Task objective
The entries are given below. Output each one unchanged.

Exercise data
----
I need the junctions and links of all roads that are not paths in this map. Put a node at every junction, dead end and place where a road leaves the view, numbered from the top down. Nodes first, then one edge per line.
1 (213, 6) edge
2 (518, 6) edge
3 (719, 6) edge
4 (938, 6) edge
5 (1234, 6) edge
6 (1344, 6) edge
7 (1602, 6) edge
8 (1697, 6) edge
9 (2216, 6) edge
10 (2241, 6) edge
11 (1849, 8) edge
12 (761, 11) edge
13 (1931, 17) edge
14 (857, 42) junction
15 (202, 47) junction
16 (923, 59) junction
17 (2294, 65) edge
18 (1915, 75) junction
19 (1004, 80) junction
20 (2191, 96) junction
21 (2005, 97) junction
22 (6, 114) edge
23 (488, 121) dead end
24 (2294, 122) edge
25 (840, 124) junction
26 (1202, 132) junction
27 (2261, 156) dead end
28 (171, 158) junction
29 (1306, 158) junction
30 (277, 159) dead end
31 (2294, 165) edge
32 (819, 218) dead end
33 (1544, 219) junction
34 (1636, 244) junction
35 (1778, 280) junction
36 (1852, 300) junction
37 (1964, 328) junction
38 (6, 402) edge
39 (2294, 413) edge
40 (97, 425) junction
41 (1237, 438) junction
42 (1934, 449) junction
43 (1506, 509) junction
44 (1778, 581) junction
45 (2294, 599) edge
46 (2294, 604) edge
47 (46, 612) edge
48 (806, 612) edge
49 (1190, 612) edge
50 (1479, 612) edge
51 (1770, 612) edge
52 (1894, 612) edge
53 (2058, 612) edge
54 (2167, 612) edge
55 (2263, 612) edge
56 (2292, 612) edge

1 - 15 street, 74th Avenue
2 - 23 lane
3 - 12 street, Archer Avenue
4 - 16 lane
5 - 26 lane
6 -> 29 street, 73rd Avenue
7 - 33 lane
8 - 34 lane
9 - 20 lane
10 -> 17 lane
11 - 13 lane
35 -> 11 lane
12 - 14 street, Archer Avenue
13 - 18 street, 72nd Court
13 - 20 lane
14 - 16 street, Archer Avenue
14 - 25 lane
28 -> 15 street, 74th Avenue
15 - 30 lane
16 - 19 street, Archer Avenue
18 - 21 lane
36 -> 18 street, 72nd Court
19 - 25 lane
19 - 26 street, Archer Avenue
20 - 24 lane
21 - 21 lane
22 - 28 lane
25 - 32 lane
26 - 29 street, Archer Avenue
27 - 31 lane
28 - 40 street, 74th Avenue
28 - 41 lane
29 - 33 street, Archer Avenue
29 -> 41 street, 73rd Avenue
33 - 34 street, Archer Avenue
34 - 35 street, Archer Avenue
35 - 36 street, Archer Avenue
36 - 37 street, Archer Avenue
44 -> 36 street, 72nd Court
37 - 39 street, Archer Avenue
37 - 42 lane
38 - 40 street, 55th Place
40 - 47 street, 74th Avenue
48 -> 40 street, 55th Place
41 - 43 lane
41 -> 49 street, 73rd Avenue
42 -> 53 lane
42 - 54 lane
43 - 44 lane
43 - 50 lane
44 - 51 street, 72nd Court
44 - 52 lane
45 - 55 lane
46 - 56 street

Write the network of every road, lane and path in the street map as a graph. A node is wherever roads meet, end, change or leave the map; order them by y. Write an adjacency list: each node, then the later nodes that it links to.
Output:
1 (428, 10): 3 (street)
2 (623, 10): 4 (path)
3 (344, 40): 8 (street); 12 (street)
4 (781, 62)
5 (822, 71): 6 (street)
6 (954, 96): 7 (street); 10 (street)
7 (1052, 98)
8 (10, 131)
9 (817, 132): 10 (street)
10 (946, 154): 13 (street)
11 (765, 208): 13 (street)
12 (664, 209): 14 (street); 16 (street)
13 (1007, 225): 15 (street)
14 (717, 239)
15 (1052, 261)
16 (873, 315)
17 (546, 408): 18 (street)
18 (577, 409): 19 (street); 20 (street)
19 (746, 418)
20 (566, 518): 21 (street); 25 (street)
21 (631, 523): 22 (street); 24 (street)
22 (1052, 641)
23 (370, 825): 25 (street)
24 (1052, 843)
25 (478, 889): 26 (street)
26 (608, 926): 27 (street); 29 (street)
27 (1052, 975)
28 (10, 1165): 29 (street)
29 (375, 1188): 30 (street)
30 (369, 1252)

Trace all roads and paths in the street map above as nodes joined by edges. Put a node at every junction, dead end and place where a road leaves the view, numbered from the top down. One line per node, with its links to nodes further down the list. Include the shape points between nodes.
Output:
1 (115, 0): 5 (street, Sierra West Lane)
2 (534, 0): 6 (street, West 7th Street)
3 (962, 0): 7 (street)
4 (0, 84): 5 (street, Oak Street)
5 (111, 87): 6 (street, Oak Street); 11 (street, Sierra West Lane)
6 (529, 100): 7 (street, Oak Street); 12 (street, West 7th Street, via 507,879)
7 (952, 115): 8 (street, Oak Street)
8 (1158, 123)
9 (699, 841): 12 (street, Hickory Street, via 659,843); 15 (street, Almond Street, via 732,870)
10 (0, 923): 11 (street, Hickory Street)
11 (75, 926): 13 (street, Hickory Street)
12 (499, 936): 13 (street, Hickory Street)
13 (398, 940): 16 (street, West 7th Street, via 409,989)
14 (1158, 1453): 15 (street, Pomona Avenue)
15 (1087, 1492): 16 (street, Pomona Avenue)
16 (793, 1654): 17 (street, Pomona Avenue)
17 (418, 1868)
----
Output below
I need the junctions and links of all roads that are not paths in this map. Put a node at every junction, dead end and place where a road leaves the view, numbered from the top down. Nodes first, then one edge per line.
1 (213, 6) edge
2 (518, 6) edge
3 (719, 6) edge
4 (938, 6) edge
5 (1234, 6) edge
6 (1344, 6) edge
7 (1602, 6) edge
8 (1697, 6) edge
9 (2216, 6) edge
10 (2241, 6) edge
11 (1849, 8) edge
12 (761, 11) edge
13 (1931, 17) edge
14 (857, 42) junction
15 (202, 47) junction
16 (923, 59) junction
17 (2294, 65) edge
18 (1915, 75) junction
19 (1004, 80) junction
20 (2191, 96) junction
21 (2005, 97) junction
22 (6, 114) edge
23 (488, 121) dead end
24 (2294, 122) edge
25 (840, 124) junction
26 (1202, 132) junction
27 (2261, 156) dead end
28 (171, 158) junction
29 (1306, 158) junction
30 (277, 159) dead end
31 (2294, 165) edge
32 (819, 218) dead end
33 (1544, 219) junction
34 (1636, 244) junction
35 (1778, 280) junction
36 (1852, 300) junction
37 (1964, 328) junction
38 (6, 402) edge
39 (2294, 413) edge
40 (97, 425) junction
41 (1237, 438) junction
42 (1934, 449) junction
43 (1506, 509) junction
44 (1778, 581) junction
45 (2294, 599) edge
46 (2294, 604) edge
47 (46, 612) edge
48 (806, 612) edge
49 (1190, 612) edge
50 (1479, 612) edge
51 (1770, 612) edge
52 (1894, 612) edge
53 (2058, 612) edge
54 (2167, 612) edge
55 (2263, 612) edge
56 (2292, 612) edge

1 - 15 street, 74th Avenue
2 - 23 lane
3 - 12 street, Archer Avenue
4 - 16 lane
5 - 26 lane
6 -> 29 street, 73rd Avenue
7 - 33 lane
8 - 34 lane
9 - 20 lane
10 -> 17 lane
11 - 13 lane
35 -> 11 lane
12 - 14 street, Archer Avenue
13 - 18 street, 72nd Court
13 - 20 lane
14 - 16 street, Archer Avenue
14 - 25 lane
28 -> 15 street, 74th Avenue
15 - 30 lane
16 - 19 street, Archer Avenue
18 - 21 lane
36 -> 18 street, 72nd Court
19 - 25 lane
19 - 26 street, Archer Avenue
20 - 24 lane
21 - 21 lane
22 - 28 lane
25 - 32 lane
26 - 29 street, Archer Avenue
27 - 31 lane
28 - 40 street, 74th Avenue
28 - 41 lane
29 - 33 street, Archer Avenue
29 -> 41 street, 73rd Avenue
33 - 34 street, Archer Avenue
34 - 35 street, Archer Avenue
35 - 36 street, Archer Avenue
36 - 37 street, Archer Avenue
44 -> 36 street, 72nd Court
37 - 39 street, Archer Avenue
37 - 42 lane
38 - 40 street, 55th Place
40 - 47 street, 74th Avenue
48 -> 40 street, 55th Place
41 - 43 lane
41 -> 49 street, 73rd Avenue
42 -> 53 lane
42 - 54 lane
43 - 44 lane
43 - 50 lane
44 - 51 street, 72nd Court
44 - 52 lane
45 - 55 lane
46 - 56 street

Write the network of every road, lane and path in the street map as a graph. A node is wherever roads meet, end, change or leave the map; order them by y. Write an adjacency list: each node, then the later nodes that it links to.
Output:
1 (428, 10): 3 (street)
2 (623, 10): 4 (path)
3 (344, 40): 8 (street); 12 (street)
4 (781, 62)
5 (822, 71): 6 (street)
6 (954, 96): 7 (street); 10 (street)
7 (1052, 98)
8 (10, 131)
9 (817, 132): 10 (street)
10 (946, 154): 13 (street)
11 (765, 208): 13 (street)
12 (664, 209): 14 (street); 16 (street)
13 (1007, 225): 15 (street)
14 (717, 239)
15 (1052, 261)
16 (873, 315)
17 (546, 408): 18 (street)
18 (577, 409): 19 (street); 20 (street)
19 (746, 418)
20 (566, 518): 21 (street); 25 (street)
21 (631, 523): 22 (street); 24 (street)
22 (1052, 641)
23 (370, 825): 25 (street)
24 (1052, 843)
25 (478, 889): 26 (street)
26 (608, 926): 27 (street); 29 (street)
27 (1052, 975)
28 (10, 1165): 29 (street)
29 (375, 1188): 30 (street)
30 (369, 1252)

Trace all roads and paths in the street map above as nodes joined by edges. Put a node at every junction, dead end and place where a road leaves the view, numbered from the top down. One line per node, with its links to nodes further down the list. Include the shape points between nodes.
Output:
1 (115, 0): 5 (street, Sierra West Lane)
2 (534, 0): 6 (street, West 7th Street)
3 (962, 0): 7 (street)
4 (0, 84): 5 (street, Oak Street)
5 (111, 87): 6 (street, Oak Street); 11 (street, Sierra West Lane)
6 (529, 100): 7 (street, Oak Street); 12 (street, West 7th Street, via 507,879)
7 (952, 115): 8 (street, Oak Street)
8 (1158, 123)
9 (699, 841): 12 (street, Hickory Street, via 659,843); 15 (street, Almond Street, via 732,870)
10 (0, 923): 11 (street, Hickory Street)
11 (75, 926): 13 (street, Hickory Street)
12 (499, 936): 13 (street, Hickory Street)
13 (398, 940): 16 (street, West 7th Street, via 409,989)
14 (1158, 1453): 15 (street, Pomona Avenue)
15 (1087, 1492): 16 (street, Pomona Avenue)
16 (793, 1654): 17 (street, Pomona Avenue)
17 (418, 1868)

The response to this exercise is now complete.